Thinking fifth dimensionally
This 12 minute short uses simple diagrams, animation and sound effects to introduce thinking in ten dimensions. It's based on a book by Canadian composer Rob Bryanton (blog). Check it out.
Now, a few thoughts:
First, we have here a powerful demonstration of visual communication. This single posting of the video above (link) has logged over half a million hits, probably well under the total number of views, since it's also been posted multiple times at YouTube, and no doubt elsewhere too. A pretty impressive audience for such a complex thought experiment.
Second, and building on the first point, a clear explication of the fifth dimension offers a way to visualise and conceptualise a logical (as I say, not necessarily ontological) mechanism that enables alternative futures. Things could be other than they are, and, looking forward (temporally), possibility space encompasses many, many potential paths. Monofuturistic, predictive thinking appears to presuppose only four dimensions -- i.e., unilinear time. The fifth dimension allows room for alternative futures, which makes sense of what happens when we exercise choice, as well as chaotic contingency.

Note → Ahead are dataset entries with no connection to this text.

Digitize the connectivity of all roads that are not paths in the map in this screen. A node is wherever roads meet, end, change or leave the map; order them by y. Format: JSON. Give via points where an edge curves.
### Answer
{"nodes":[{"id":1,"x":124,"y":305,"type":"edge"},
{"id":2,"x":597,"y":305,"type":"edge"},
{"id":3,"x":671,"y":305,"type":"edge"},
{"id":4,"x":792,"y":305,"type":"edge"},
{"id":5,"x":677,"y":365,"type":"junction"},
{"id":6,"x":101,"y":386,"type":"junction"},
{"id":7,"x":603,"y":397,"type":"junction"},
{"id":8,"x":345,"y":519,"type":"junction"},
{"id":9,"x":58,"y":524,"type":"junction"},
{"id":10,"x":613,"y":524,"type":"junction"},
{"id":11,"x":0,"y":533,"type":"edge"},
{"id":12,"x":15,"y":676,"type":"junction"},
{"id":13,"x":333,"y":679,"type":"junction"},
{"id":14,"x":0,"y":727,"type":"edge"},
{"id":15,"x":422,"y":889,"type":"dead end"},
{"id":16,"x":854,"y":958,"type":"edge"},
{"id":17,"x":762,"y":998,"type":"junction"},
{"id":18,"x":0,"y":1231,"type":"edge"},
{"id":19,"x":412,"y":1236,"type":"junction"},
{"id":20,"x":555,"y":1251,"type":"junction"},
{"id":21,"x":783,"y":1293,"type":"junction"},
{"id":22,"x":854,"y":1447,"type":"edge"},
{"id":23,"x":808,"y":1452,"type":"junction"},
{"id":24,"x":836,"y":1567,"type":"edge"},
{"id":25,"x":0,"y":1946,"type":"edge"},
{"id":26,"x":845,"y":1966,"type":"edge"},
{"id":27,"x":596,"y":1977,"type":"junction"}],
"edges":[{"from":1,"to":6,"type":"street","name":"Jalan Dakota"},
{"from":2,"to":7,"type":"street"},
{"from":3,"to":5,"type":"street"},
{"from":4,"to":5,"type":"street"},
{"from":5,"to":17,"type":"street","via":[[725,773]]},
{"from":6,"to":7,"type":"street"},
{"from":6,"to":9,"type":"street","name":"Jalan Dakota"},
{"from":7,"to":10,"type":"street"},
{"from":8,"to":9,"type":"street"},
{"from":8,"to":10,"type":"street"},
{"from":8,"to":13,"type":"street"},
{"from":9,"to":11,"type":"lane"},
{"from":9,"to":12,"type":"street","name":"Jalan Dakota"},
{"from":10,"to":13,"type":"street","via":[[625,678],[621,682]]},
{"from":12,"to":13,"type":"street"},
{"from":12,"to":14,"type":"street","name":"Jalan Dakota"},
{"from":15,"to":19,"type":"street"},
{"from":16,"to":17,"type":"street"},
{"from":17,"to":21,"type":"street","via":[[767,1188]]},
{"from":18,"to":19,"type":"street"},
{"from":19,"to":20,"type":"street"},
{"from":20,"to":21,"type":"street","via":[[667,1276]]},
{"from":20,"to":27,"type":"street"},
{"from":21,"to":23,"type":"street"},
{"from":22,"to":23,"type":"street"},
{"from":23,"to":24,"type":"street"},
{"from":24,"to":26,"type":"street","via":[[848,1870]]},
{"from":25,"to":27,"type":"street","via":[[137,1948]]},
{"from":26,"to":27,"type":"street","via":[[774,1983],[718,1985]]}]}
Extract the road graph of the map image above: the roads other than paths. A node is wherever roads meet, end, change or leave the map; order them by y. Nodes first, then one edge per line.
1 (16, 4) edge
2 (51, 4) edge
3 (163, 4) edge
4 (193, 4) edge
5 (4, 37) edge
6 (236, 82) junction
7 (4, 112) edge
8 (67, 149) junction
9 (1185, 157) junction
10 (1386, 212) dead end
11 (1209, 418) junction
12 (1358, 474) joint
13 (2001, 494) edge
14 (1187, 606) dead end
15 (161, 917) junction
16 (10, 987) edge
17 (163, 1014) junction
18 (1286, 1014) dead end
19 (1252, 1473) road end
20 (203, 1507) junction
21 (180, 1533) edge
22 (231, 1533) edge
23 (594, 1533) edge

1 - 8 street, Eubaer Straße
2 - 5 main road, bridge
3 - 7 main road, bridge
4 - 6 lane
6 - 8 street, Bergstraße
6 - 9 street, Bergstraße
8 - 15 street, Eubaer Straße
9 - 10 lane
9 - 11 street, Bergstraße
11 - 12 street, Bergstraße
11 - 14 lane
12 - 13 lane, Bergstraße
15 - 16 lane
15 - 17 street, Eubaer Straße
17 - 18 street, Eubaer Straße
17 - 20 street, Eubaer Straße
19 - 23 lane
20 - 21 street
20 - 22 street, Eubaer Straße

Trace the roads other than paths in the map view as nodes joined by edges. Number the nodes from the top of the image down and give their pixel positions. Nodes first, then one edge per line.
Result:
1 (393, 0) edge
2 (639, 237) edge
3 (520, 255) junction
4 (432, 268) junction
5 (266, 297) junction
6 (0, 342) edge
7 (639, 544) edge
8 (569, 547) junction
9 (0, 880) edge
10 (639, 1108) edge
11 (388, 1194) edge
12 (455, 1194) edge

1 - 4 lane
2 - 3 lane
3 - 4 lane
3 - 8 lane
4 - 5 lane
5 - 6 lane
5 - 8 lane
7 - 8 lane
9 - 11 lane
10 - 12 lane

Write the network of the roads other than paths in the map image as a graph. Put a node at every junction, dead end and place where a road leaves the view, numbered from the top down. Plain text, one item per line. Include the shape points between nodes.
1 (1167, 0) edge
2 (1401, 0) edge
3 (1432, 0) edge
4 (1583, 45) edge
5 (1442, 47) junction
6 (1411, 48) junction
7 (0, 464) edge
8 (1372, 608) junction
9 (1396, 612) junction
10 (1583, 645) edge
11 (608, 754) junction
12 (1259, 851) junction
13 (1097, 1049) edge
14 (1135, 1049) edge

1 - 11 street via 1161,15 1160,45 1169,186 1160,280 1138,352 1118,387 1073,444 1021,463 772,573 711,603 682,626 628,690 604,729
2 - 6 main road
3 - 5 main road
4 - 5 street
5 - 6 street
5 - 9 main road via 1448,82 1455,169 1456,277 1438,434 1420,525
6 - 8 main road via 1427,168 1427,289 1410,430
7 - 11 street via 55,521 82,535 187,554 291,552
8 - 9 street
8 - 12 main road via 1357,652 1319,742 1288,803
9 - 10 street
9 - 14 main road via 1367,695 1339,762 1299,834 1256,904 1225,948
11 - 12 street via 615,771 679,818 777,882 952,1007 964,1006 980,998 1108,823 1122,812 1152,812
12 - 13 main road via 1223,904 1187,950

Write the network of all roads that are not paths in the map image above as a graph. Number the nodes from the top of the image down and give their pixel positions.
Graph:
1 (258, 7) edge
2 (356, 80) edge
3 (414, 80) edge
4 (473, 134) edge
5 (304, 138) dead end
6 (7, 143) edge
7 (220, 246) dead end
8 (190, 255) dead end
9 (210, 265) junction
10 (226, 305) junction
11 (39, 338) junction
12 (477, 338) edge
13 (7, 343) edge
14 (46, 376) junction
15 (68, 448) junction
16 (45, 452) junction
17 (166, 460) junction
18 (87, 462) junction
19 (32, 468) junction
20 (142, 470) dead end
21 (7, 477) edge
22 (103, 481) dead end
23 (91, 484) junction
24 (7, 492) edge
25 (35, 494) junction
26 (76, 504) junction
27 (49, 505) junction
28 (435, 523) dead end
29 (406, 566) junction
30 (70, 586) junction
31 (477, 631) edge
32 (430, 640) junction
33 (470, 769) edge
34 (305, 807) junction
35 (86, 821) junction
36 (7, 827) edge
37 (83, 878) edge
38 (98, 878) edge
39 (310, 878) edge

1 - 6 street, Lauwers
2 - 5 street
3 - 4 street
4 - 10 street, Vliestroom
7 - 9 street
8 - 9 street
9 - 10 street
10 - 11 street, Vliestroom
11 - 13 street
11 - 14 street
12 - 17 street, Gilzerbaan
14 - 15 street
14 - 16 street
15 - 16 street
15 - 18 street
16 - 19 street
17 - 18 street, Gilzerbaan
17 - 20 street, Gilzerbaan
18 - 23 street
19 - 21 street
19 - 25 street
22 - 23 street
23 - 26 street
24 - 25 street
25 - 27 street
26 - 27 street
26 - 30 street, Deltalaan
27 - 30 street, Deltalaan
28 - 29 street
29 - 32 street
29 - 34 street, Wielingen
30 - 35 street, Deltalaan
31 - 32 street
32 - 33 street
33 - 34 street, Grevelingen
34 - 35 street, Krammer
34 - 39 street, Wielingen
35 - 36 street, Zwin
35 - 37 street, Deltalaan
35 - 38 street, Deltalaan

Third, even though the explanation is couched in a simplified language of theoretical physics, a frame which invites evaluation of correctness, I'm not especially interested in whether the claims in this video are true (ontologically correct). For one thing, there may not be any way to test them (i.e., folding the 5th dimension, or higher). But the point is, to me, what's more interesting to me than ontological accuracy is what the consequences might be of lots of people thinking this way and taking it seriously. We don't need to take a special interest in the truth question in order to discuss the potential consequences of it becoming a social truth -- an influential meme. Could it lead to a greater or more widespread sense of personal and political agency? Or at least, a growing desire to explore future possibilities more creatively and systematically? The latter, I suppose, is probably my bias and my hope. What if lots more people are able to wrap their heads around this approach? That question is what excites me about this little video, and the tip of the iceberg of explanatory power that it represents. This illustrates my pragmatist's epistemology: what do certain beliefs, or types of belief, lead to, and what do they enable us to do?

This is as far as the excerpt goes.